Didn't know that, Thank You. Will check it out. Got one of the advantage cards a couple years ago but thought it was good only to collect points so I could get a freebie now and then. Maybe I should read the info instead of just discarding.

Fred


----------



## siobhanwf (Mar 20, 2009)

If you haven't got any pre existing medical conditions try PATRIOT AMERICA PLUS or PATRIOT AMERICA PLATINUM. Both with good medical coverage. However for pre existing medical conditions you are penalised on age to a limit of $2500 for emergency treatment.


----------



## DonAndAbby (Jan 7, 2013)

BGCExpat said:


> This won't help you with your medical needs, but if you sign up for an SM Advantage card (SM stores frequent user card) you can get travel insurance for free. Just go to the account management page on the SM web site and sign up for the insurance once you're a member. The insurance itself is run by AIG and is a nice perk just for shopping at an SM or SM affiliated store...

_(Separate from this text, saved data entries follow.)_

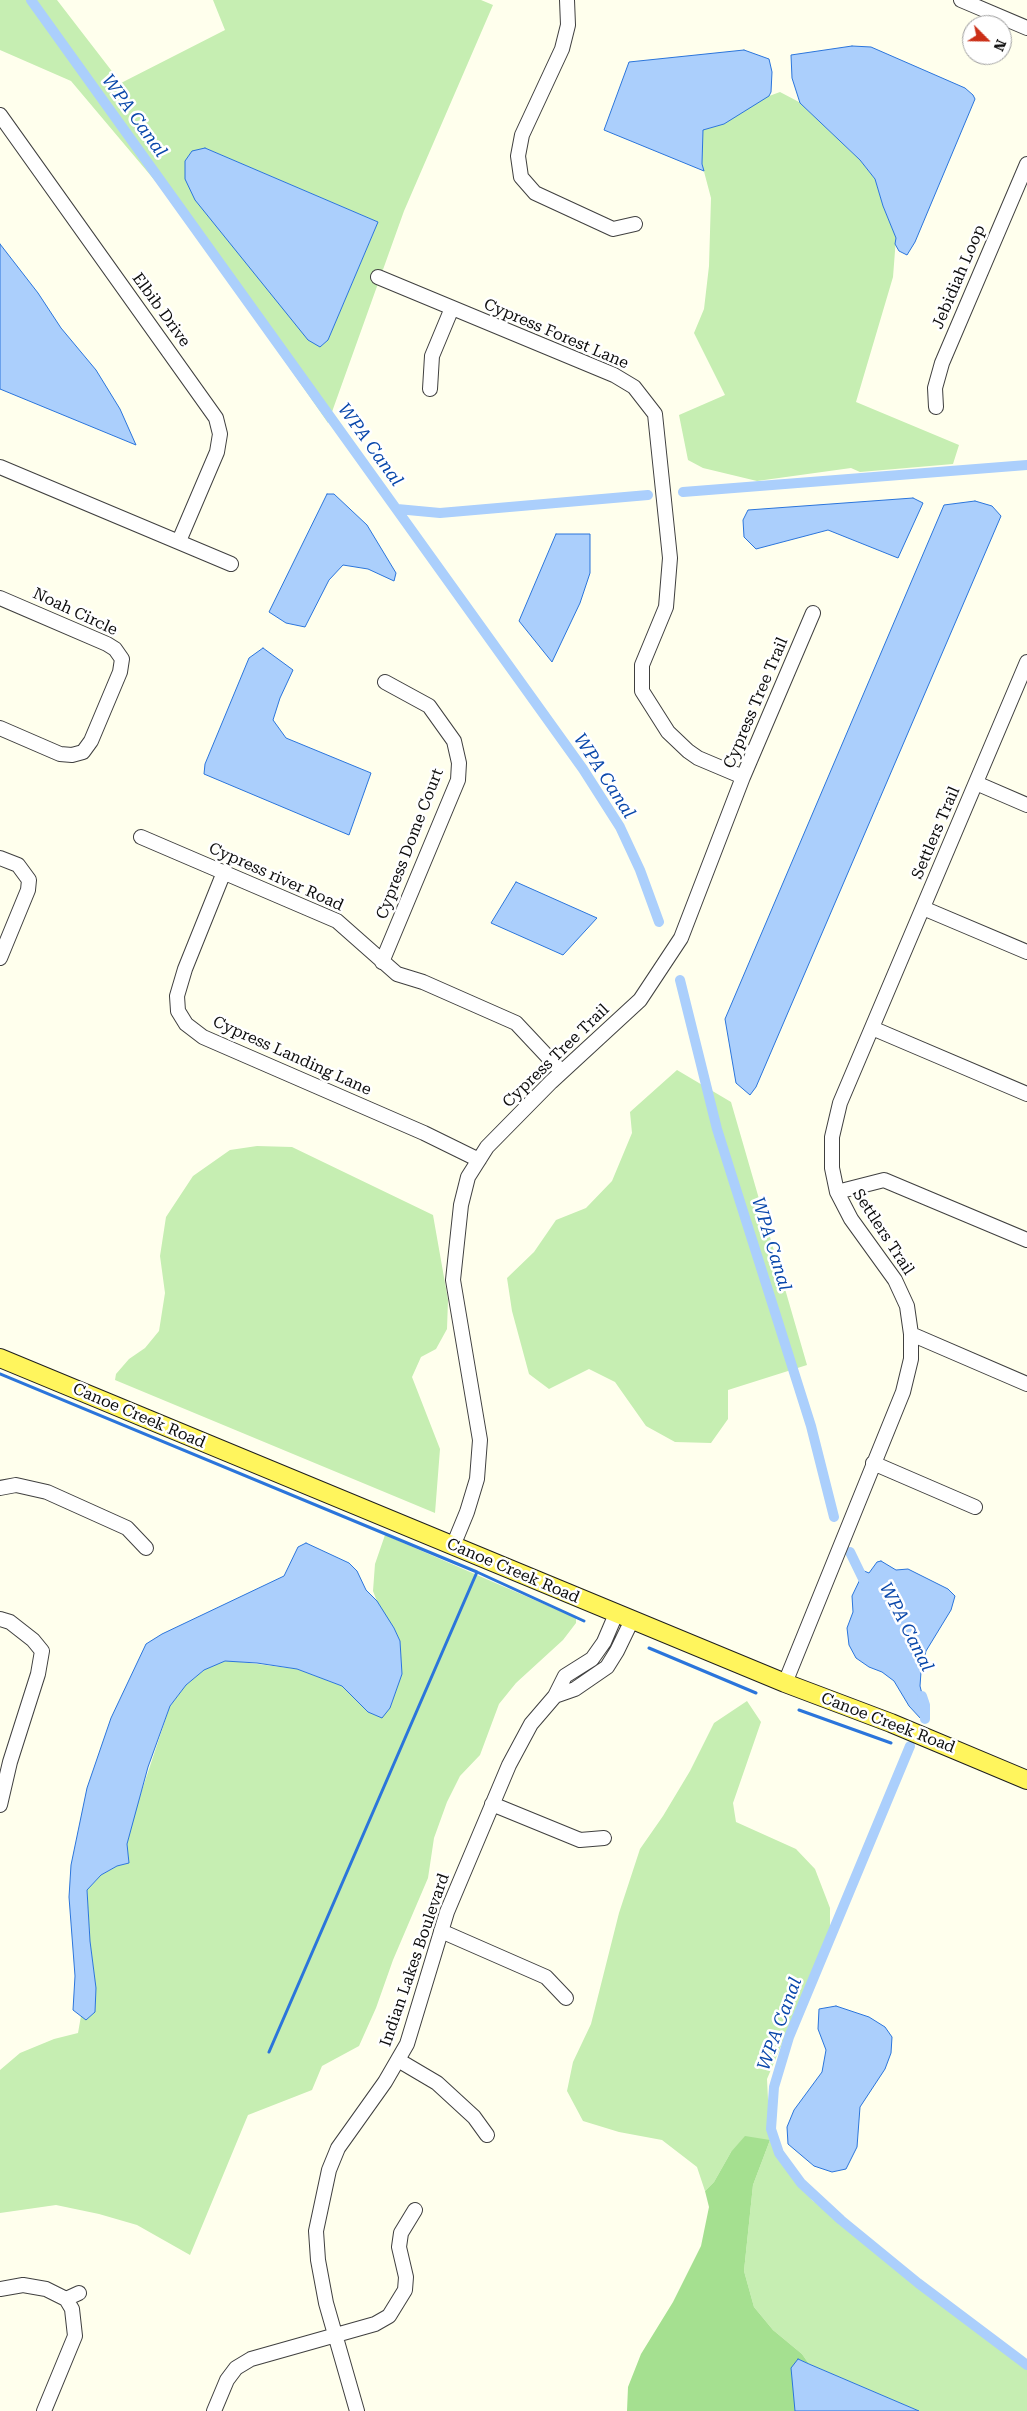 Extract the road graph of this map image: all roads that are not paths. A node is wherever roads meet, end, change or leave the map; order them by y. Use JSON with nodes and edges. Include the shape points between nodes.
{"nodes":[{"id":1,"x":567,"y":0,"type":"edge"},
{"id":2,"x":961,"y":0,"type":"edge"},
{"id":3,"x":1027,"y":28,"type":"edge"},
{"id":4,"x":0,"y":115,"type":"edge"},
{"id":5,"x":1027,"y":164,"type":"edge"},
{"id":6,"x":635,"y":224,"type":"dead end"},
{"id":7,"x":378,"y":277,"type":"dead end"},
{"id":8,"x":452,"y":308,"type":"junction"},
{"id":9,"x":430,"y":389,"type":"dead end"},
{"id":10,"x":936,"y":407,"type":"dead end"},
{"id":11,"x":0,"y":467,"type":"edge"},
{"id":12,"x":179,"y":541,"type":"junction"},
{"id":13,"x":230,"y":564,"type":"dead end"},
{"id":14,"x":0,"y":598,"type":"edge"},
{"id":15,"x":813,"y":613,"type":"dead end"},
{"id":16,"x":1027,"y":662,"type":"edge"},
{"id":17,"x":385,"y":682,"type":"dead end"},
{"id":18,"x":0,"y":728,"type":"edge"},
{"id":19,"x":744,"y":777,"type":"junction"},
{"id":20,"x":976,"y":783,"type":"junction"},
{"id":21,"x":1027,"y":805,"type":"edge"},
{"id":22,"x":141,"y":837,"type":"dead end"},
{"id":23,"x":0,"y":858,"type":"edge"},
{"id":24,"x":224,"y":872,"type":"junction"},
{"id":25,"x":924,"y":908,"type":"junction"},
{"id":26,"x":1027,"y":952,"type":"edge"},
{"id":27,"x":0,"y":958,"type":"edge"},
{"id":28,"x":382,"y":962,"type":"junction"},
{"id":29,"x":872,"y":1028,"type":"junction"},
{"id":30,"x":562,"y":1072,"type":"junction"},
{"id":31,"x":1027,"y":1094,"type":"edge"},
{"id":32,"x":479,"y":1160,"type":"junction"},
{"id":33,"x":837,"y":1192,"type":"junction"},
{"id":34,"x":1027,"y":1240,"type":"edge"},
{"id":35,"x":911,"y":1334,"type":"junction"},
{"id":36,"x":0,"y":1358,"type":"edge"},
{"id":37,"x":1027,"y":1384,"type":"edge"},
{"id":38,"x":873,"y":1463,"type":"junction"},
{"id":39,"x":0,"y":1488,"type":"edge"},
{"id":40,"x":975,"y":1507,"type":"dead end"},
{"id":41,"x":453,"y":1546,"type":"junction"},
{"id":42,"x":146,"y":1548,"type":"dead end"},
{"id":43,"x":624,"y":1617,"type":"junction"},
{"id":44,"x":0,"y":1619,"type":"edge"},
{"id":45,"x":785,"y":1683,"type":"junction"},
{"id":46,"x":5,"y":1761,"type":"edge"},
{"id":47,"x":1027,"y":1780,"type":"edge"},
{"id":48,"x":492,"y":1804,"type":"junction"},
{"id":49,"x":0,"y":1805,"type":"edge"},
{"id":50,"x":604,"y":1838,"type":"dead end"},
{"id":51,"x":441,"y":1931,"type":"junction"},
{"id":52,"x":566,"y":1998,"type":"dead end"},
{"id":53,"x":398,"y":2060,"type":"junction"},
{"id":54,"x":487,"y":2135,"type":"dead end"},
{"id":55,"x":415,"y":2210,"type":"dead end"},
{"id":56,"x":0,"y":2288,"type":"edge"},
{"id":57,"x":79,"y":2293,"type":"dead end"},
{"id":58,"x":66,"y":2299,"type":"junction"},
{"id":59,"x":336,"y":2336,"type":"junction"},
{"id":60,"x":44,"y":2411,"type":"edge"},
{"id":61,"x":214,"y":2411,"type":"edge"},
{"id":62,"x":357,"y":2411,"type":"edge"}],
"edges":[{"from":1,"to":6,"type":"street","via":[[568,25],[562,49],[522,135],[518,156],[521,176],[535,193],[613,229]]},
{"from":2,"to":3,"type":"street"},
{"from":4,"to":12,"type":"street","name":"Elbib Drive","via":[[216,418],[220,434],[217,452]]},
{"from":5,"to":10,"type":"street","name":"Jebidiah Loop","via":[[942,363],[935,388]]},
{"from":7,"to":8,"type":"street","name":"Cypress Forest Lane"},
{"from":8,"to":9,"type":"street","via":[[432,356]]},
{"from":8,"to":19,"type":"street","name":"Cypress Forest Lane","via":[[614,376],[634,387],[655,414],[670,558],[666,607],[642,665],[642,691],[668,732],[688,751]]},
{"from":11,"to":12,"type":"street"},
{"from":12,"to":13,"type":"street"},
{"from":14,"to":18,"type":"street","name":"Noah Circle","via":[[107,644],[122,659],[120,672],[91,741],[83,752],[60,754]]},
{"from":15,"to":19,"type":"street","name":"Cypress Tree Trail"},
{"from":16,"to":20,"type":"street","name":"Settlers Trail"},
{"from":17,"to":28,"type":"street","name":"Cypress Dome Court","via":[[429,706],[454,740],[459,763],[458,780]]},
{"from":19,"to":30,"type":"street","name":"Cypress Tree Trail","via":[[681,938],[640,1000]]},
{"from":20,"to":21,"type":"street"},
{"from":20,"to":25,"type":"street","name":"Settlers Trail"},
{"from":22,"to":24,"type":"street","name":"Cypress river Road"},
{"from":23,"to":27,"type":"street","via":[[18,865],[29,880],[28,890]]},
{"from":24,"to":28,"type":"street","name":"Cypress river Road","via":[[337,921]]},
{"from":24,"to":32,"type":"street","name":"Cypress Landing Lane","via":[[177,996],[178,1011],[186,1024],[203,1037]]},
{"from":25,"to":26,"type":"street"},
{"from":25,"to":29,"type":"street","name":"Settlers Trail"},
{"from":28,"to":30,"type":"street","name":"Cypress river Road","via":[[397,974],[423,982],[516,1023]]},
{"from":29,"to":31,"type":"street"},
{"from":29,"to":33,"type":"street","name":"Settlers Trail","via":[[840,1103],[832,1137],[832,1168]]},
{"from":30,"to":32,"type":"street","name":"Cypress Tree Trail","via":[[487,1147]]},
{"from":32,"to":41,"type":"street","name":"Cypress Tree Trail","via":[[468,1177],[461,1205],[453,1280],[480,1440],[477,1479],[468,1512]]},
{"from":33,"to":34,"type":"street","via":[[884,1180]]},
{"from":33,"to":35,"type":"street","name":"Settlers Trail","via":[[851,1219],[895,1280],[907,1306]]},
{"from":35,"to":37,"type":"street"},
{"from":35,"to":38,"type":"street","name":"Settlers Trail","via":[[911,1359],[903,1392]]},
{"from":36,"to":41,"type":"main road","name":"Canoe Creek Road"},
{"from":38,"to":40,"type":"street"},
{"from":38,"to":45,"type":"street","name":"Settlers Trail"},
{"from":39,"to":42,"type":"street","via":[[16,1485],[47,1492],[127,1528]]},
{"from":41,"to":43,"type":"main road","name":"Canoe Creek Road"},
{"from":43,"to":45,"type":"main road","name":"Canoe Creek Road"},
{"from":43,"to":48,"type":"street","name":"Indian Lakes Boulevard","via":[[592,1659],[565,1676],[555,1696],[531,1724]]},
{"from":44,"to":46,"type":"street","via":[[10,1622],[42,1651],[38,1674]]},
{"from":45,"to":47,"type":"main road","name":"Canoe Creek Road"},
{"from":46,"to":49,"type":"street"},
{"from":48,"to":50,"type":"street","via":[[580,1840]]},
{"from":48,"to":51,"type":"street","name":"Indian Lakes Boulevard"},
{"from":51,"to":52,"type":"street","via":[[546,1978]]},
{"from":51,"to":53,"type":"street","name":"Indian Lakes Boulevard","via":[[410,2036]]},
{"from":53,"to":54,"type":"street","via":[[437,2083],[474,2117]]},
{"from":53,"to":59,"type":"street","name":"Indian Lakes Boulevard","via":[[338,2148],[321,2198],[316,2231],[318,2260]]},
{"from":55,"to":59,"type":"street","via":[[401,2233],[400,2247],[406,2277],[405,2290],[399,2302],[389,2316],[375,2324]]},
{"from":56,"to":58,"type":"street","via":[[23,2285],[46,2288]]},
{"from":57,"to":58,"type":"street"},
{"from":58,"to":60,"type":"street","via":[[72,2309],[75,2336]]},
{"from":59,"to":61,"type":"street","via":[[251,2358],[236,2368],[227,2380]]},
{"from":59,"to":62,"type":"street","name":"Indian Lakes Boulevard"}]}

Thanks for all the advice. Now I understand why the policies state "First", "Second", etc., coverage. Someone could have several policies and try to claim on all of them. I have an SM Advantage card so I will keep it in mind.

My Capitalone Mastercard has good coverage for the items you use it for, so I will be using it for the air tickets and rental car. The big item missing is the medical coverage. Still shopping.


----------



## galactic (Dec 2, 2014)

AFAIK the SM Advantage card with travel insurance is the greyish "Prestige Card".
The regular blue cards just cover local accident insurance.


----------



## fmartin_gila (May 15, 2011)

siobhanwf said:


> If you haven't got any pre existing medical conditions try PATRIOT AMERICA PLUS or PATRIOT AMERICA PLATINUM. Both with good medical coverage. However for pre existing medical conditions you are penalised on age to a limit of $2500 for emergency treatment.


These look to be a good thing. Think I will try to find out more. 

There was a guy last year who was trying to put together a kind of mutual aid cooperative for expats but I haven't heard anything in a long time so I think it has gone by the wayside as unworkable.

Fred


----------